Outra coisa, bastante distinta, de se dizer ao léu, de modo gratuito e inconsistente, que não vai ter Copa é protestar, de modo pacífico, contra os gastos dispendidos para a realização deste evento. E assim questionar, com maturidade e argumentos sólidos, a prioridade dos gastos incorridos.

Outro exemplo de "arrogância da ignorância" são esses episódios recentes de supostos "sindicalistas" que, à margem de tudo que se aprendeu em décadas de história do trabalhismo e de prática sindical no país, num frontal desrespeito à decisão de assembleias soberanas, declaram e impõem greves, ao arrepio de acordos "apalavrados", da vontade dos trabalhadores, da chamada base sindical (os representados e associados) e dos dirigentes. Em face dessas ações sub-reptícias, que afrontam a ética e a lei, essas práticas já estão sendo chamados por alguns de "banditismo sindical" ou "golpismo sindical". Precisamos estudar/analisar melhor o alcance e consequências desses fenômenos recentes. Ao que tudo indica, "gêmeo siamês" daquela outra recente pretensão de se fazer política sem partidos políticos. Parece que alguns poucos resolveram também fazer sindicalismo sem sindicato.

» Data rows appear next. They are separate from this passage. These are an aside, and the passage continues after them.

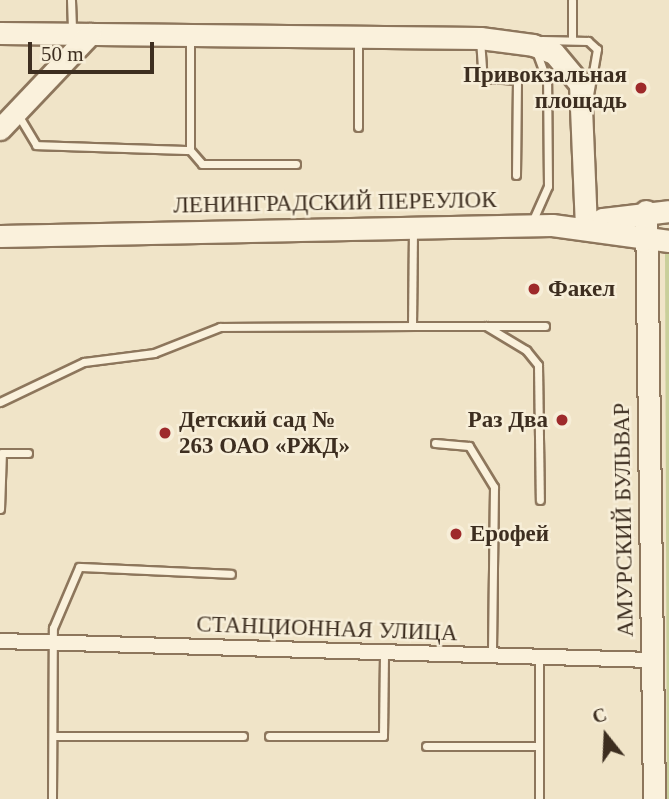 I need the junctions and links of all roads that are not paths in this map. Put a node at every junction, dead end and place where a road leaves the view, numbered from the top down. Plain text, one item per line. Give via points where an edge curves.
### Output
1 (71, 0) edge
2 (572, 0) edge
3 (0, 33) edge
4 (81, 34) junction
5 (191, 35) junction
6 (358, 37) junction
7 (480, 38) junction
8 (502, 39) junction
9 (572, 40) junction
10 (533, 45) junction
11 (582, 117) junction
12 (4, 123) edge
13 (358, 127) dead end
14 (190, 150) junction
15 (296, 163) dead end
16 (516, 175) dead end
17 (646, 211) junction
18 (669, 211) edge
19 (530, 225) junction
20 (413, 228) junction
21 (586, 228) junction
22 (0, 236) edge
23 (645, 241) junction
24 (669, 241) edge
25 (412, 326) junction
26 (486, 326) junction
27 (545, 326) dead end
28 (0, 402) edge
29 (435, 443) dead end
30 (28, 453) dead end
31 (540, 500) dead end
32 (0, 509) edge
33 (231, 574) dead end
34 (0, 641) edge
35 (52, 643) junction
36 (384, 654) junction
37 (492, 657) junction
38 (539, 658) junction
39 (652, 660) junction
40 (53, 736) junction
41 (243, 736) dead end
42 (269, 736) dead end
43 (426, 746) dead end
44 (539, 746) junction
45 (52, 799) edge
46 (539, 799) edge
47 (654, 799) edge

1 - 4 lane
2 - 9 lane
3 - 4 street
4 - 5 street
4 - 12 street
5 - 6 street
5 - 14 lane
6 - 7 street
6 - 13 lane
7 - 8 street
7 - 16 lane via 483,78 517,80
8 - 9 lane
8 - 10 street
9 - 11 lane via 588,41 600,58
10 - 11 street via 554,53 574,72
10 - 19 lane via 547,81 548,186 545,205
11 - 21 street
12 - 14 lane via 36,145
14 - 15 lane via 202,164
17 - 18 street
17 - 21 street
17 - 23 street, АМУРСКИЙ БУЛЬВАР
19 - 20 street, ЛЕНИНГРАДСКИЙ ПЕРЕУЛОК
19 - 21 street, ЛЕНИНГРАДСКИЙ ПЕРЕУЛОК
20 - 22 street, ЛЕНИНГРАДСКИЙ ПЕРЕУЛОК
20 - 25 lane
21 - 23 street, ЛЕНИНГРАДСКИЙ ПЕРЕУЛОК
23 - 24 street, ЛЕНИНГРАДСКИЙ ПЕРЕУЛОК
23 - 39 street, АМУРСКИЙ БУЛЬВАР
25 - 26 lane
25 - 28 lane via 220,327 154,353 84,362
26 - 27 lane
26 - 31 lane via 496,338 526,350 538,365
29 - 37 lane via 469,446 494,487
30 - 32 lane via 2,453
33 - 35 lane via 79,567
34 - 35 street, СТАНЦИОННАЯ УЛИЦА
35 - 36 street, СТАНЦИОННАЯ УЛИЦА
35 - 40 lane
36 - 37 street, СТАНЦИОННАЯ УЛИЦА
36 - 42 lane via 383,736
37 - 38 street, СТАНЦИОННАЯ УЛИЦА
38 - 39 street, СТАНЦИОННАЯ УЛИЦА
38 - 44 lane
39 - 47 street, АМУРСКИЙ БУЛЬВАР
40 - 41 lane
40 - 45 lane
43 - 44 lane
44 - 46 lane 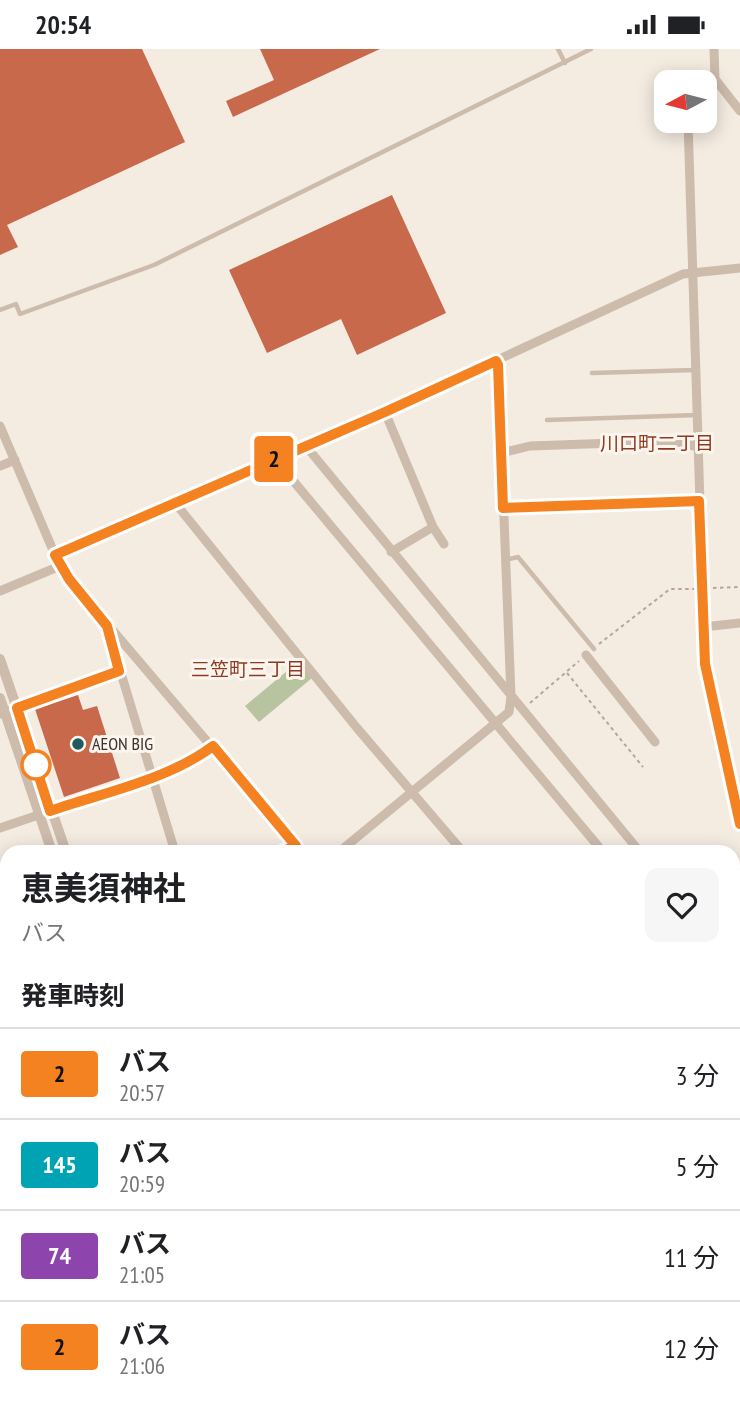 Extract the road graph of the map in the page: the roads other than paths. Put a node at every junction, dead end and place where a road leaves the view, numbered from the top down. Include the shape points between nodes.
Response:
1 (558, 49) edge
2 (592, 49) edge
3 (714, 49) edge
4 (565, 63) junction
5 (715, 70) edge
6 (718, 83) edge
7 (740, 111) edge
8 (688, 133) edge
9 (740, 268) edge
10 (693, 272) junction
11 (0, 310) edge
12 (496, 361) junction
13 (696, 370) junction
14 (592, 373) dead end
15 (385, 412) junction
16 (698, 415) junction
17 (547, 420) dead end
18 (0, 426) edge
19 (307, 445) junction
20 (699, 447) junction
21 (501, 453) junction
22 (275, 459) junction
23 (15, 460) junction
24 (0, 466) edge
25 (177, 501) junction
26 (699, 501) junction
27 (503, 508) junction
28 (433, 527) junction
29 (444, 544) dead end
30 (391, 552) junction
31 (55, 555) junction
32 (505, 560) junction
33 (60, 566) junction
34 (0, 591) edge
35 (740, 623) edge
36 (107, 626) junction
37 (703, 627) junction
38 (590, 652) joint
39 (0, 659) edge
40 (119, 671) junction
41 (511, 696) junction
42 (0, 698) edge
43 (17, 708) junction
44 (2, 713) edge
45 (496, 724) junction
46 (655, 742) dead end
47 (213, 746) junction
48 (150, 777) junction
49 (413, 791) junction
50 (45, 813) junction
51 (740, 824) edge
52 (0, 828) edge
53 (51, 845) edge
54 (62, 845) edge
55 (173, 845) edge
56 (295, 845) edge
57 (348, 845) edge
58 (457, 845) edge
59 (597, 845) edge
60 (634, 845) edge

1 - 4 lane
2 - 4 lane
3 - 5 street
4 - 11 lane via 154,265 20,314 16,304
6 - 7 street
8 - 10 street
9 - 10 street
10 - 12 street
10 - 13 street
12 - 15 street
12 - 21 street
13 - 14 lane
13 - 16 street
15 - 19 street
15 - 28 street
16 - 17 lane
16 - 20 street
18 - 23 street
19 - 22 street
19 - 30 street
20 - 21 street via 659,441 530,446
20 - 26 street
21 - 27 street
22 - 25 street
22 - 45 street
23 - 24 street
23 - 31 street
25 - 31 street
25 - 49 street
26 - 27 street
26 - 37 street
27 - 32 street
28 - 29 street
28 - 30 street
30 - 41 street
31 - 33 street
32 - 38 lane via 518,557
32 - 41 street
33 - 34 street
33 - 36 street
35 - 37 street
36 - 40 street
36 - 47 street
37 - 51 street via 705,664
38 - 46 street
39 - 43 street
40 - 43 street
40 - 48 street
41 - 45 street via 509,712
41 - 60 street
42 - 44 street
43 - 44 street
43 - 50 street
44 - 50 street
45 - 49 street
45 - 59 street
47 - 48 street
47 - 56 street
48 - 50 street
48 - 55 street
49 - 57 street
49 - 58 street
50 - 52 street
50 - 53 street
50 - 54 street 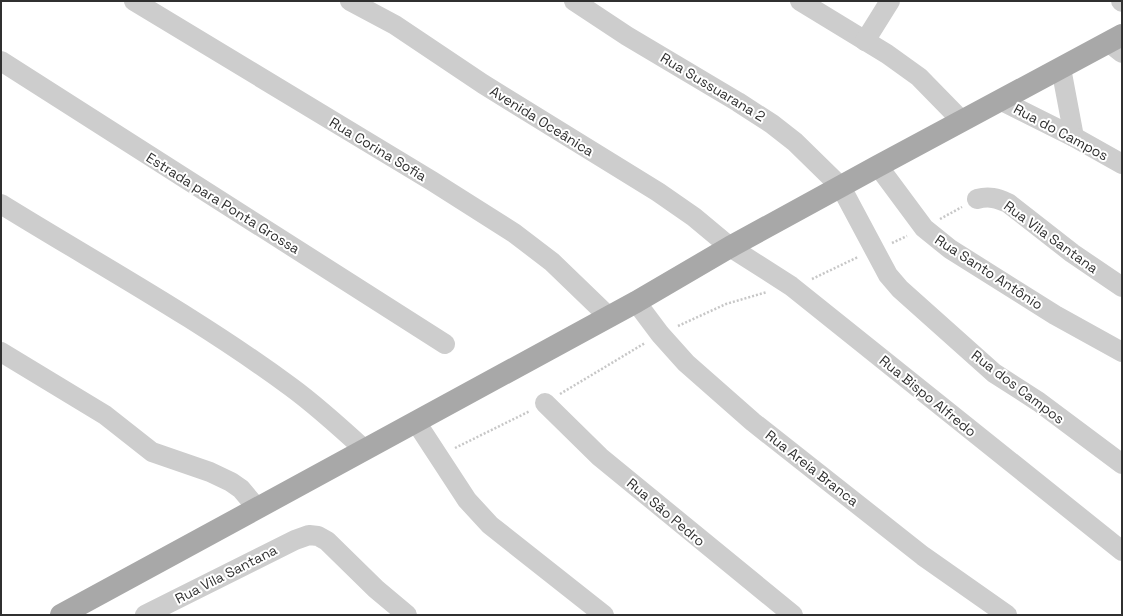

Sei não... Mas desconfio que nós educadores, religiosos, intelectuais, artistas, escritores e jornalistas estamos nos omitindo do nosso papel de informar e educar, de um modo minimamente digno e isento, os cidadãos brasileiros.

Sei não... Mas resta-me a impressão de que não estamos edificando uma nação fundamentada no respeito ao dissenso e às essenciais e inevitáveis diferenças entre os indivíduos. Tenho a impressão que estamos fomentando a formação de bárbaros, vândalos e ignorantes.

Parece-me que não era exatamente esse tipo de sociedade, nada edificante, que queríamos construir.

Parece-me que estamos trilhando, a passos céleres, os descaminhos que nos conduzirão à barbárie.

Não lhe parece?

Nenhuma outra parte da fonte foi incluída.